Les messages WhatsApp épargnés
Pourtant, cliquer sur le lien en question se révèle très instructif. C’est là qu’on apprend que Meta utilisera ces données – photos, commentaires, légendes des publications – à partir du 27 mai 2025. Là aussi que Meta précise qu’il n’utilisera pas les contenus des messages privés, et que cette nouvelle politique de confidentialité ne s’applique pas à sa messagerie WhatsApp. Le formulaire d’opposition est niché là aussi, il suffit de renseigner son adresse e-mail et de cliquer sur « Envoyer ». Cette décision sera prise en compte pour tous les réseaux Meta connectés avec la même adresse.
Il est possible d’éviter l’étape qui consiste à se reconnecter : sur Facebook ou Instagram, rendez-vous dans les « Paramètres » puis dans « Centre de confidentialité ». Cliquez ensuite sur « Opposer », et vous arriverez sur le bon formulaire (voir encadré ci-dessous).
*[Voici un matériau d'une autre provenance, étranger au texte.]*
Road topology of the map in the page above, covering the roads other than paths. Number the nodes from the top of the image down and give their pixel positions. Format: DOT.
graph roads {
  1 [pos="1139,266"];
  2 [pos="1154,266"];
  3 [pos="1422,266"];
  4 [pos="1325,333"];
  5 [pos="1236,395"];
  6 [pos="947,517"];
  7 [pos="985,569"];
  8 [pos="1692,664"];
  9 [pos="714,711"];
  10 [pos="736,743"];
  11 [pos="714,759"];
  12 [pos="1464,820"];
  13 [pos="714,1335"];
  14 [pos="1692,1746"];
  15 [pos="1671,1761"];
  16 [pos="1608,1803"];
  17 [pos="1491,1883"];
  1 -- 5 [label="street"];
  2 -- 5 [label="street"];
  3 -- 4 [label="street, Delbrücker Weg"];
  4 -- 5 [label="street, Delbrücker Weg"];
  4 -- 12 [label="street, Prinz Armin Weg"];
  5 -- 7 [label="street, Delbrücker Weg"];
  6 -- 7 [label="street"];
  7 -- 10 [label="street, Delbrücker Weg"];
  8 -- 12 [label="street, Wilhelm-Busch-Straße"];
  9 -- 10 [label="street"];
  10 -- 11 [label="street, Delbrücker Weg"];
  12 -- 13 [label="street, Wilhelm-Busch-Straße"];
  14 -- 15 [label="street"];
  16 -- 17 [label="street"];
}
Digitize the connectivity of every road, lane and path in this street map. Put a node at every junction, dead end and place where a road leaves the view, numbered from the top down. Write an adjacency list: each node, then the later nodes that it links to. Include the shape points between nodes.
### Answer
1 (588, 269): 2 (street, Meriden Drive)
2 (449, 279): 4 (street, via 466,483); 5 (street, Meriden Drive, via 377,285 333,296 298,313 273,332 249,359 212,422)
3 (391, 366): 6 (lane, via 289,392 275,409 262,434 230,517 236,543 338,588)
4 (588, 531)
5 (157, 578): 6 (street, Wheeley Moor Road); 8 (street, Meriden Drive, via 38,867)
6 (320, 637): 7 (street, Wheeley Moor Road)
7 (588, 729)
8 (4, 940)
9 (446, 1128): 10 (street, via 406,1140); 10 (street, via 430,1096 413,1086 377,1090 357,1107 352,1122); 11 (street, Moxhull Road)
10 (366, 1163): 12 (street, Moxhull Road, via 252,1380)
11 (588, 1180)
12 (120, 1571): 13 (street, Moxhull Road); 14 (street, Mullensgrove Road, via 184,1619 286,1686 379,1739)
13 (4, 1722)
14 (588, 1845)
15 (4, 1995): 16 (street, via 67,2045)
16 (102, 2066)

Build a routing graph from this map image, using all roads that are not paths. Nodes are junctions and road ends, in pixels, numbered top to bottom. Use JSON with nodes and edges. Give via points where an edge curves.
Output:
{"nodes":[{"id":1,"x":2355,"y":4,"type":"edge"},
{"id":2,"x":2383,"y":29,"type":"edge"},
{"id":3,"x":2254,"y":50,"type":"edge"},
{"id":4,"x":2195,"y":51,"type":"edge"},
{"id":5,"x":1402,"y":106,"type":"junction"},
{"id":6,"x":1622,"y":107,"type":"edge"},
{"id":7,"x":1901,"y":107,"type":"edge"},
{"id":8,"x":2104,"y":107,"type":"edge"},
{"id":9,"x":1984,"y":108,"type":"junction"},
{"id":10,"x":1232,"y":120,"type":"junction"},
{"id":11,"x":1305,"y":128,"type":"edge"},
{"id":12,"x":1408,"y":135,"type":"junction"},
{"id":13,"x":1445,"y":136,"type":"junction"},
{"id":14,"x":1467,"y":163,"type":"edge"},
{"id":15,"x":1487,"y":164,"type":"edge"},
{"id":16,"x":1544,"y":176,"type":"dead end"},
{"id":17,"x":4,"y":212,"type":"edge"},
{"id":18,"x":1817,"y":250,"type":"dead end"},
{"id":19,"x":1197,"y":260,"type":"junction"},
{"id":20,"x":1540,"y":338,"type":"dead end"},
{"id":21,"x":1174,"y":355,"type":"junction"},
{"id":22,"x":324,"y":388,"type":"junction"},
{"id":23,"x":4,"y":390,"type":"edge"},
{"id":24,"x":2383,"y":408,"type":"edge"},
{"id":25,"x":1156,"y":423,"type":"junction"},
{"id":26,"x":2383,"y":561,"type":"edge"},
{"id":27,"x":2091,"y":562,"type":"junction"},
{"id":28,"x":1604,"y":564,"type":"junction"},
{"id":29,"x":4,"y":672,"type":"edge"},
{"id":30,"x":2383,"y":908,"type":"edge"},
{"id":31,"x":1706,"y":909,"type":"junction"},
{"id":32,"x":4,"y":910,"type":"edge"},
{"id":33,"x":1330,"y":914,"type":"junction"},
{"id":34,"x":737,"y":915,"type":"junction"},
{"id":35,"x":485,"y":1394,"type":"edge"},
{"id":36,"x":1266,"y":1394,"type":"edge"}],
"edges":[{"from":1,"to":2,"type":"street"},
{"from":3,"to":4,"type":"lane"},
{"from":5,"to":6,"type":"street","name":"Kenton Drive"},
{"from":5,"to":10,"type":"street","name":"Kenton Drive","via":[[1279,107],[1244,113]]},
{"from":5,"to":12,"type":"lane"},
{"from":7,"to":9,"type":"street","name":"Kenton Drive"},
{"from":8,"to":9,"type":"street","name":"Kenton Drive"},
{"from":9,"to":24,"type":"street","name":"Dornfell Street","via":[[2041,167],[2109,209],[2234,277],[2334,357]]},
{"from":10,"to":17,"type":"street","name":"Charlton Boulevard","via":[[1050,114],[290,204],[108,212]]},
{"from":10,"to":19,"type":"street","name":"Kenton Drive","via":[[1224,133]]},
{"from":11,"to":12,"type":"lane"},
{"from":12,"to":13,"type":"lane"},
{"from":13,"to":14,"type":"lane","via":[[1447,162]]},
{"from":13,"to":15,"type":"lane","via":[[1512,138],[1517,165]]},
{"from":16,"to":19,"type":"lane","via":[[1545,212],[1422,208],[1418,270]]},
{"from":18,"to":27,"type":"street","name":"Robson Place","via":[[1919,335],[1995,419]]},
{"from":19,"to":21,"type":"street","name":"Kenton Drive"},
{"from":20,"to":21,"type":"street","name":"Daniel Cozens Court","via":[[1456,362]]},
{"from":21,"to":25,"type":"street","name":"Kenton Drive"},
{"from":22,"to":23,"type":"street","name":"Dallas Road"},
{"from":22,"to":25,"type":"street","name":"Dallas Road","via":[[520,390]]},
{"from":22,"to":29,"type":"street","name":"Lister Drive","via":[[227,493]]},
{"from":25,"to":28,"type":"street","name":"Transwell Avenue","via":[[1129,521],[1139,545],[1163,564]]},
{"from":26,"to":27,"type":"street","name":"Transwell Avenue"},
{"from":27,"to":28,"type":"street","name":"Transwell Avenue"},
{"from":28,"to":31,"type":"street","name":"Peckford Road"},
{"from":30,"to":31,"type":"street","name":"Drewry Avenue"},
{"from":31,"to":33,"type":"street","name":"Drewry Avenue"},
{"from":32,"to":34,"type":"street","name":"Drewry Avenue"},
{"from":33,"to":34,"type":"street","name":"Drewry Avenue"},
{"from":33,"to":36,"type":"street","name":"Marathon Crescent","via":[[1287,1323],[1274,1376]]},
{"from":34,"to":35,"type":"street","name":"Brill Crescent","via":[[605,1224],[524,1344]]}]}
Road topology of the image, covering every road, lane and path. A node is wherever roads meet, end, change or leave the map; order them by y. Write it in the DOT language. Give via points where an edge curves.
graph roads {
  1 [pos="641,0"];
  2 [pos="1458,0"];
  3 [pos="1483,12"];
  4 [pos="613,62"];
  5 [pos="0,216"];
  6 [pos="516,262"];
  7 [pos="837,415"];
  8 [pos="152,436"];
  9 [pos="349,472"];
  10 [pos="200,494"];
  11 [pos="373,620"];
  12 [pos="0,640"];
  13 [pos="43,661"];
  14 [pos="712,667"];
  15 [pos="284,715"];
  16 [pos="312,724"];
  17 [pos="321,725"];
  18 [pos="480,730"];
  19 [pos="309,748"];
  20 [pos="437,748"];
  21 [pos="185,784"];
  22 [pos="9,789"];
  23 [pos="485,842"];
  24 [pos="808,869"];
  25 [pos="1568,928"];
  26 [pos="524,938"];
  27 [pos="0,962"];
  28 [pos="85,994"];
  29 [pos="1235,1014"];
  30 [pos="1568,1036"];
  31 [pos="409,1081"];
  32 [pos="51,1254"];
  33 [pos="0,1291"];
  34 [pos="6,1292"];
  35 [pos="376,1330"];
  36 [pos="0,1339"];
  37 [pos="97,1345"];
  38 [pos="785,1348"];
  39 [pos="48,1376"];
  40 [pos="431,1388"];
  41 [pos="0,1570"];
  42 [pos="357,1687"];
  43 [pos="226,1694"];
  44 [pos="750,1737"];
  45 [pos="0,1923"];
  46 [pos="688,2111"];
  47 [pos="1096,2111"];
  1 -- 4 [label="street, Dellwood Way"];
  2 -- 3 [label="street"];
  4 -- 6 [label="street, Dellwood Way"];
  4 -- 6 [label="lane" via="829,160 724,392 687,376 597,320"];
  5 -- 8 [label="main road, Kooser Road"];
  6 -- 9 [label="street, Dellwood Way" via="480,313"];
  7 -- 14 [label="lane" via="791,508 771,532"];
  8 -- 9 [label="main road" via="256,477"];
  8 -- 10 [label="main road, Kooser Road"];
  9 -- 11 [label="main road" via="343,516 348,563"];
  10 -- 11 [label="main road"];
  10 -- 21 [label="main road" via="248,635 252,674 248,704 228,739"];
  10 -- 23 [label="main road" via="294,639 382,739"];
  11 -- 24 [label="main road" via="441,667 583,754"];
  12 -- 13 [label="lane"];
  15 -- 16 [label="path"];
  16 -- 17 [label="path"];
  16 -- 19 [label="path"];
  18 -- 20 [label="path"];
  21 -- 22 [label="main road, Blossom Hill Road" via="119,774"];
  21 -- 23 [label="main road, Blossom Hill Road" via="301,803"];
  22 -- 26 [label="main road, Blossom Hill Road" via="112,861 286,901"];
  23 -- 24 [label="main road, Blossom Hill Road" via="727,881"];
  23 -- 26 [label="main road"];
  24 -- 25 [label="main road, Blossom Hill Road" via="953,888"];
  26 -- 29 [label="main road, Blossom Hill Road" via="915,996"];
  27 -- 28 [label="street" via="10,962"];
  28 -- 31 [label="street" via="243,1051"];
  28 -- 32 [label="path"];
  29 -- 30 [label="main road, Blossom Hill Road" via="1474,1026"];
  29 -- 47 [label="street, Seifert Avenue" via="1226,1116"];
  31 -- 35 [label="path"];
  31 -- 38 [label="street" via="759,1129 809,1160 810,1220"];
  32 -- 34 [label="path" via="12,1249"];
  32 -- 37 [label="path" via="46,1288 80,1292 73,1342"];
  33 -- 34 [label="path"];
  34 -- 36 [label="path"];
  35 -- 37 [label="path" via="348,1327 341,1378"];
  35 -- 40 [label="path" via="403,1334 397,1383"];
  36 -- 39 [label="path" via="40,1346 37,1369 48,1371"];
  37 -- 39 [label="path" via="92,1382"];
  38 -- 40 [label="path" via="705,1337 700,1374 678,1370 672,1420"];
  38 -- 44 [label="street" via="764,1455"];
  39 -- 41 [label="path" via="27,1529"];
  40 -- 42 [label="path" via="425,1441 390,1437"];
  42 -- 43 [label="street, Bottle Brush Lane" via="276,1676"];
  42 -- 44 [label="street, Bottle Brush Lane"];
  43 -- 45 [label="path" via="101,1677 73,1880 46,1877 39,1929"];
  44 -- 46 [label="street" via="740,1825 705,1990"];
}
Une politique contraire au RGPD ?
En exigeant de ses utilisateurs qu’ils agissent pour s’opposer à l’exploitation de leurs données, Meta se frotte à l’un des principes phares du RGPD (Règlement général sur la protection des données) : le « consentement explicite ». En clair, pour exploiter les données de ses utilisateurs, tout service avec comme base légale le consentement doit obtenir leur accord préalable. Cet accord pour être valablement recueilli doit être manifesté de manière libre, spécifique, éclairé et univoque. Ainsi, les utilisateurs doivent cocher une case pour manifester leur consentement (principe de l’« opt-in »), et non décocher une case pour manifester leur désaccord (« opt-out »). Or, Meta nous demande ici d’agir pour manifester notre désaccord (en remplissant un formulaire). Malin, le groupe de Mark Zuckerberg, qui connaît le RGPD sur le bout des doigts, précise dans le courriel envoyé à tous ses utilisateurs qu’entraîner son IA est essentiel pour son activité et met en œuvre son traitement de données personnelles sur une tout autre base légale (qu’on appelle un « intérêt légitime »). Or, dans ce cas, l’exigence du consentement explicite disparaît… Interrogée, la Cnil (Commission nationale pour l’informatique et les libertés) estime que « le recours à l’intérêt légitime comme base légale pour entraîner un système d’IA n’est pas illégal en soi ». Pourtant, l’intérêt légitime requiert un véritable examen attentif avec une mise en balance des intérêts et droits fondamentaux des personnes. Des discussions entre la Cnil, l’autorité irlandaise (la Data Protection Commission, compétente pour juger Meta, dont le siège européen est basé en Irlande) et leurs homologues européens sont toutefois en cours pour évaluer ce système.